• **Assignment**: Search the material below for the string "node". Return every line that holds it.

• **Data shown**:
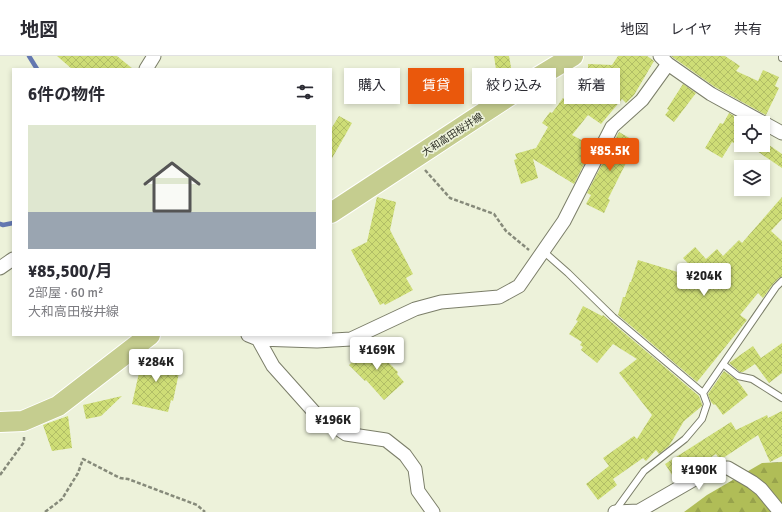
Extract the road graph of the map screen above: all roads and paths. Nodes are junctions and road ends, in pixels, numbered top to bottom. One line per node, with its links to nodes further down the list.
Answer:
1 (154, 56): 4 (street)
2 (573, 56): 6 (main road, 大和高田桜井線)
3 (664, 60): 5 (street); 8 (street)
4 (147, 68)
5 (782, 133)
6 (415, 158): 7 (main road, 大和高田桜井線); 8 (path)
7 (332, 212)
8 (540, 254): 13 (street); 15 (lane)
9 (12, 260): 10 (street)
10 (0, 268)
11 (782, 281): 14 (lane)
12 (149, 336): 18 (main road)
13 (253, 337): 22 (street)
14 (723, 364): 15 (lane); 16 (lane)
15 (702, 393): 23 (lane)
16 (782, 398)
17 (0, 422): 18 (main road)
18 (23, 422): 19 (path)
19 (0, 475)
20 (46, 512): 21 (path)
21 (205, 512)
22 (433, 512)
23 (614, 512): 24 (street)
24 (780, 512)

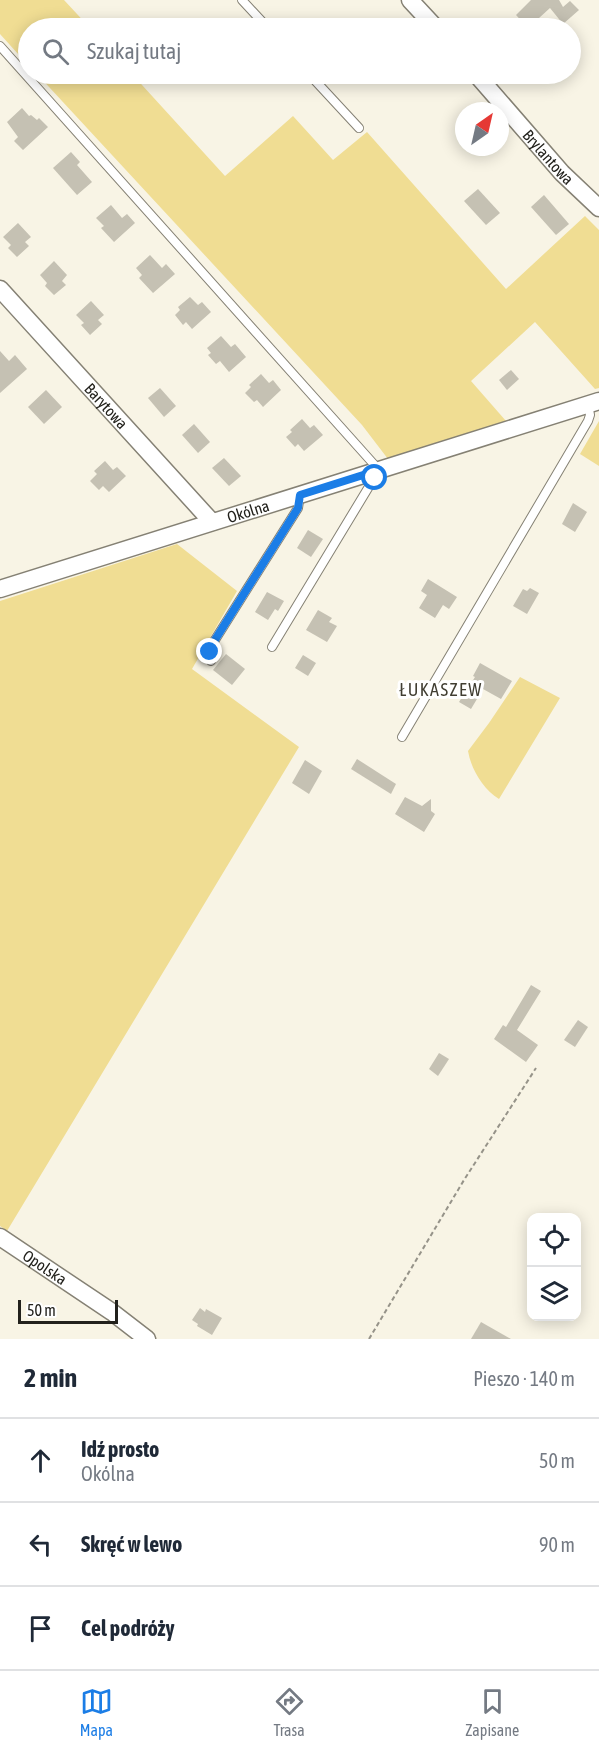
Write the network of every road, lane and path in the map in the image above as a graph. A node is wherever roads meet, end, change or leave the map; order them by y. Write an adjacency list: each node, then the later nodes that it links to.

• **Answer below**:
Extract the road graph of the map screen above: all roads and paths. Nodes are junctions and road ends, in pixels, numbered top to bottom. One line per node, with its links to nodes further down the list.
Write the network of every road, lane and path in the map in the image above as a graph. A node is wherever roads meet, end, change or leave the map; order them by y. Write an adjacency list: each node, then the later nodes that it links to.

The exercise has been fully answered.